The Department for Communities and Local Government (DCLG) is no more. Long live the Ministry for Communities, Housing and Local Government – (or ‘MuhClug’ as it has been affectionately nicknamed).

The new secretary of state for housing, communities and local government (even though Sajid Javid already was that) said the rebrand reflected the government’s “renewed focus” to build more homes.

“Building the homes our country needs is an absolute priority for this government and so I’m delighted the prime minister has asked me to serve in this role,” Mr Javid said proudly in a press release issued about two hours after emerging from Downing Street – a period in which his department did not know its own name.

In November, Theresa May declared increasing housebuilding as a personal mission and that she would take “charge of the government’s response” to the nation’s “housing crisis”.

“For decades we simply have not been building enough homes, nor have we been building them quickly enough, and we have seen prices rise,” Ms May said.

Despite crowbarring ‘housing’ into the department’s, sorry ministry’s, name there has been little evidence to date that neither Ms May nor Mr Javid have genuine solutions to the housing crisis.

In the lead up to the autumn Budget, Mr Javid told the BBC’s Andrew Marr he wanted to use “everything that we have available to us” to handle Britain’s housing crisis.

To this end, Mr Javid put in a pre-Budget pitch of £50bn in additional borrowing to the Treasury.
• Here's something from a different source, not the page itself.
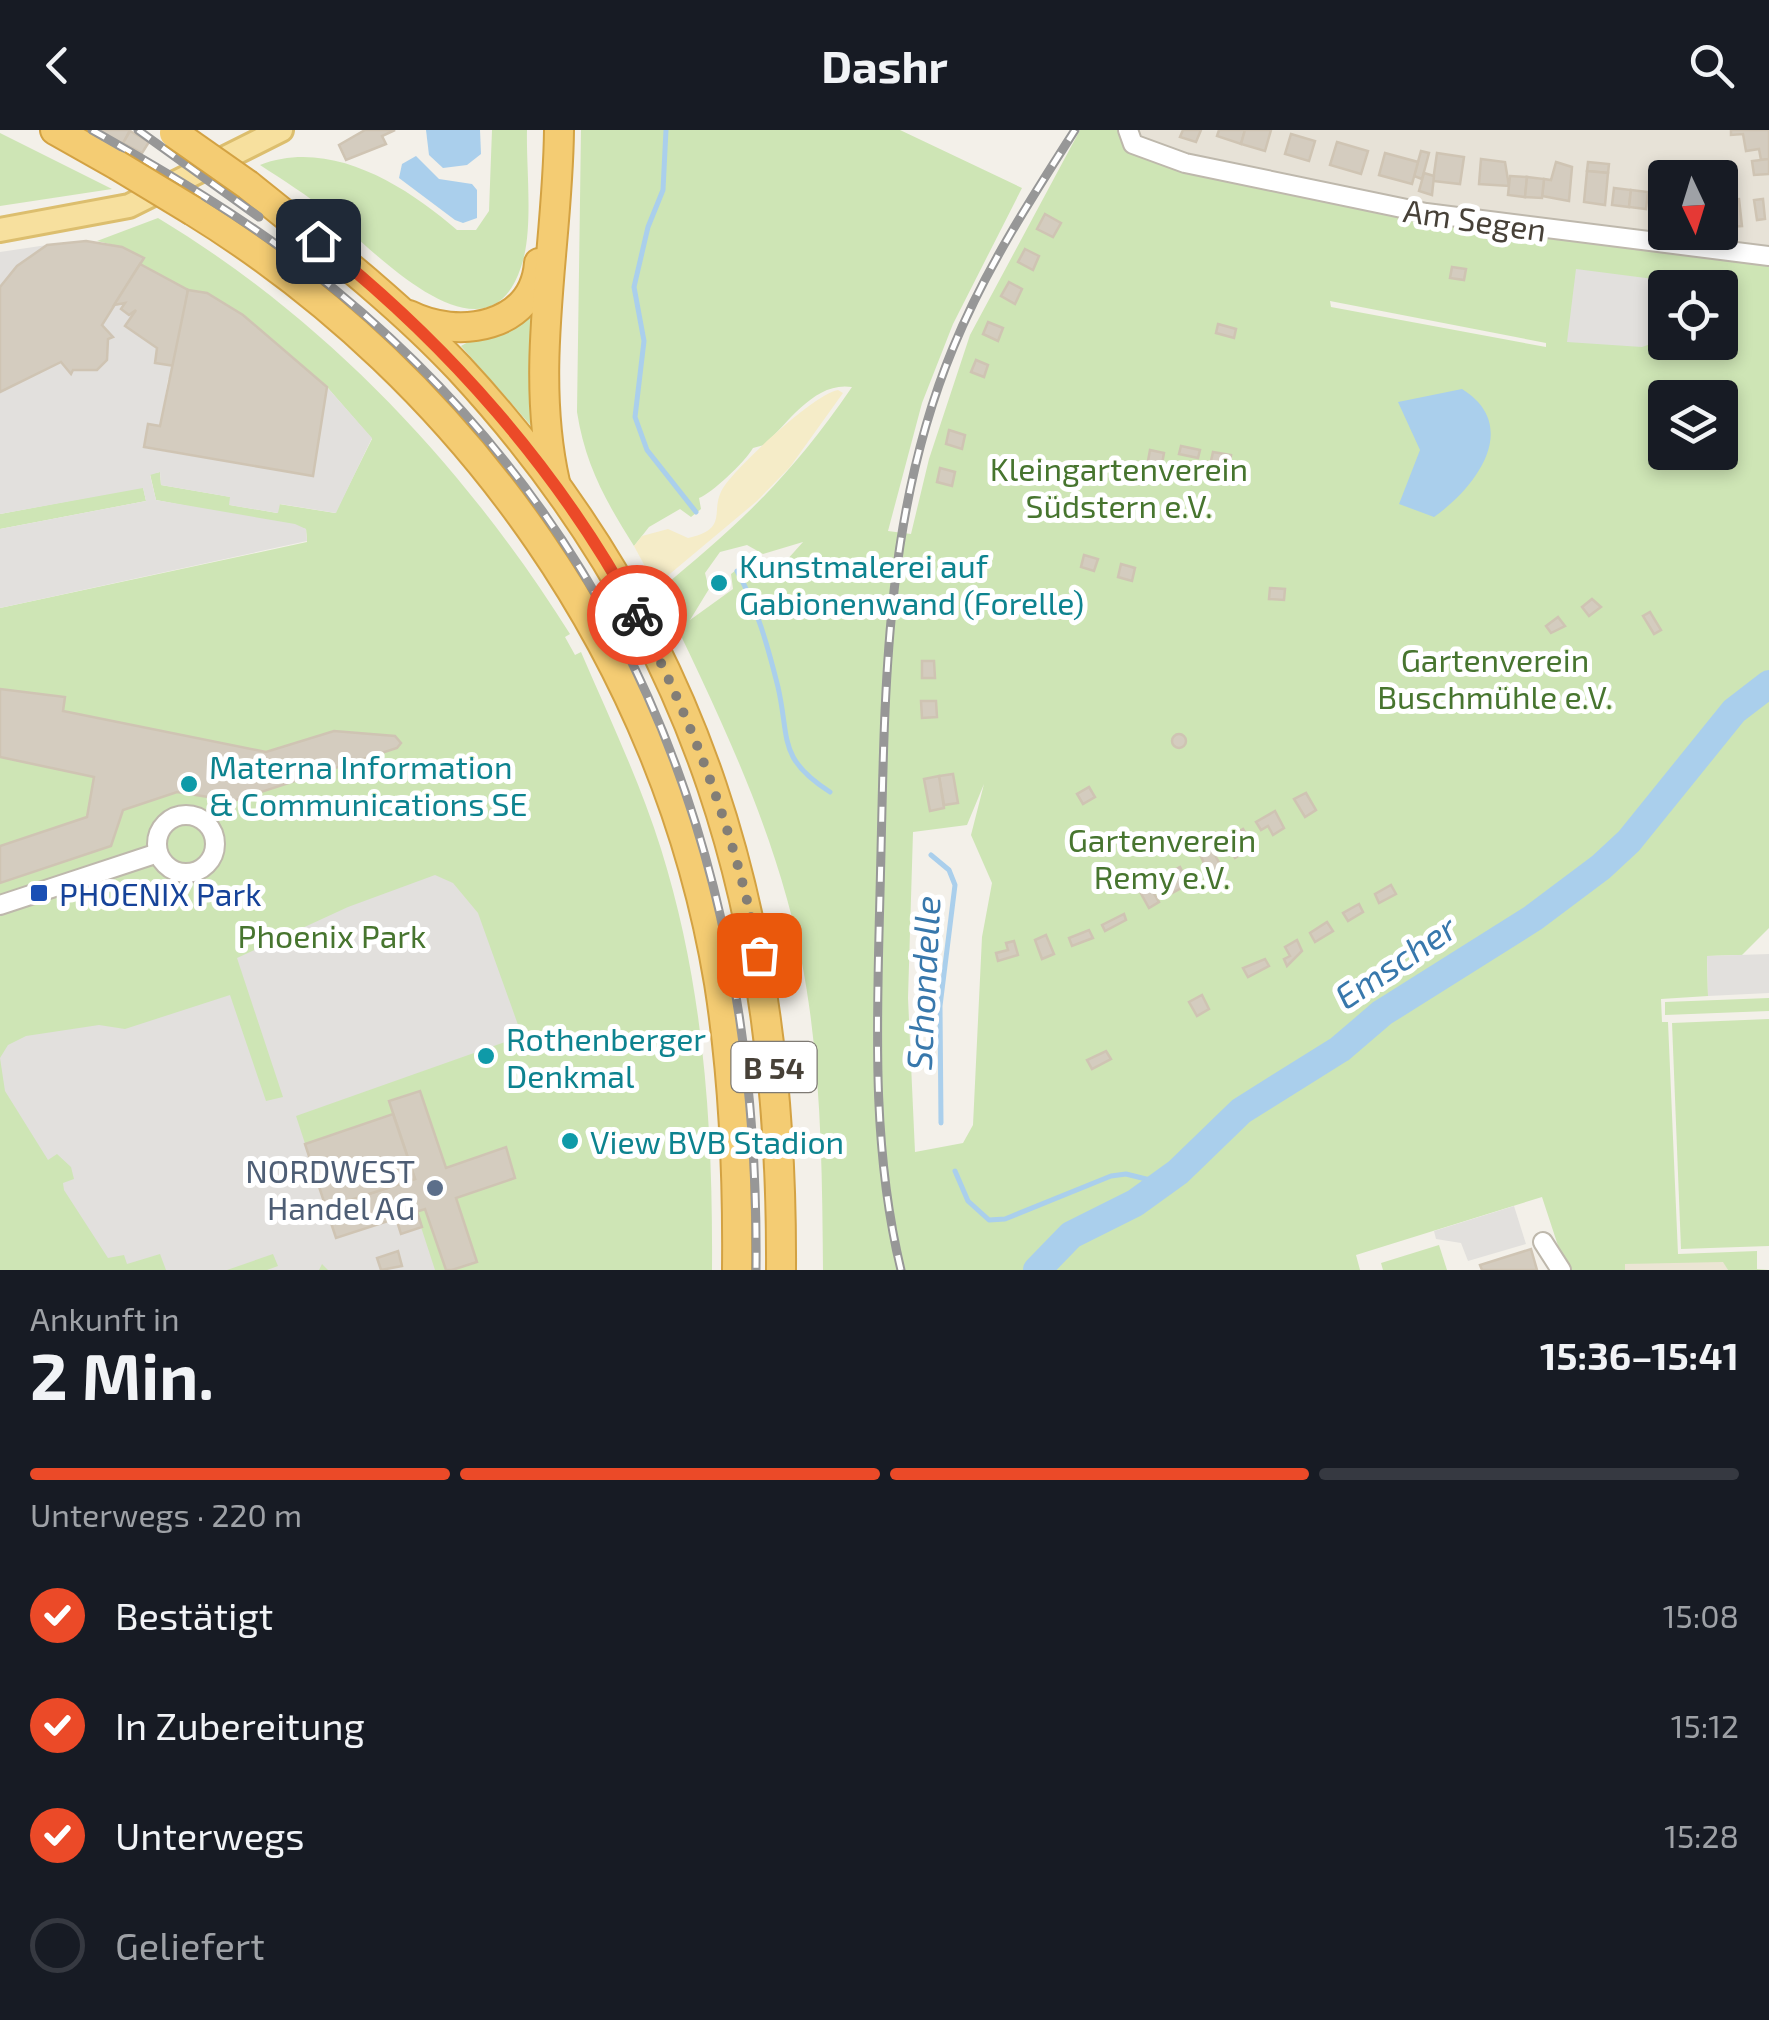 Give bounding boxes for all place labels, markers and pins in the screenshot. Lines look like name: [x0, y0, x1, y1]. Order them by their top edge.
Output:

To put that in context the UK reportedly borrowed a total of £57bn in 2016.

Housing chiefs have repeatedly said the government should start searching for the magic money tree if more houses are to be built. Despite promises to solve the problem, chancellor Philip Hammond (who kept his job in today’s reshuffle, by the way, along with most other senior ministers) outlined plans to spend £44bn and “create the financial incentives necessary to deliver 300,000 net additional homes a year on average by the mid-2020s”. However, of that £44bn about a third (£15bn) was new money in the form of cash, loans, and guarantees – a lot of which includes fiddly pots of cash that requires tedious bidding processes.

The one thing that would enable housebuilding at scale – namely freeing up councils to borrow more for housing – got a mere extra £1bn allocated to it, but even that will not be available until 2019-20 and will be spread out over three years.

Changing the name shows some intent, but it does little to put spades in the ground and bricks on mortar.

Following a similar suit, health secretary Jeremy Hunt also got a name change – and it wasn’t the previously predicted promotion to first secretary of state. He stays in place but now presides over the Department (not ministry) for Health and Social Care.

A few onlookers got excited for a few minutes thinking social care was being taken completely away from DCLG/MHCLG (even though the policy has always sat in the Department of Health anyway). But rather than any major changes to the way councils’ social care functions are funded, initial reports suggest this name change relates to Mr Hunt taking responsibility for the social care green paper. That at least makes a bit more sense – it had previously come under the Cabinet Office and the man whose demise sparked the reshuffle in the first place: Damien Green.

From a local government perspective (and national one, for that matter) there has so far been little movement in the reshuffle.

Local government minister Marcus Jones has departed to take up an apparently non-paid role as a party vice chair. As minister with responsibility for overseeing local government finance reforms, and playing a key role in the homelessness agenda, Mr Jones’ absence throws a certain element of uncertainty over the immediate future direction of those policies although there’s nothing to suggest much (if anything) will change. A bit like Amber Rudd’s position as home secretary, Boris Johnson as foreign secretary, David Davis as Brexit secretary, and Greg Clark as business secretary (after some reported digging in of heels)…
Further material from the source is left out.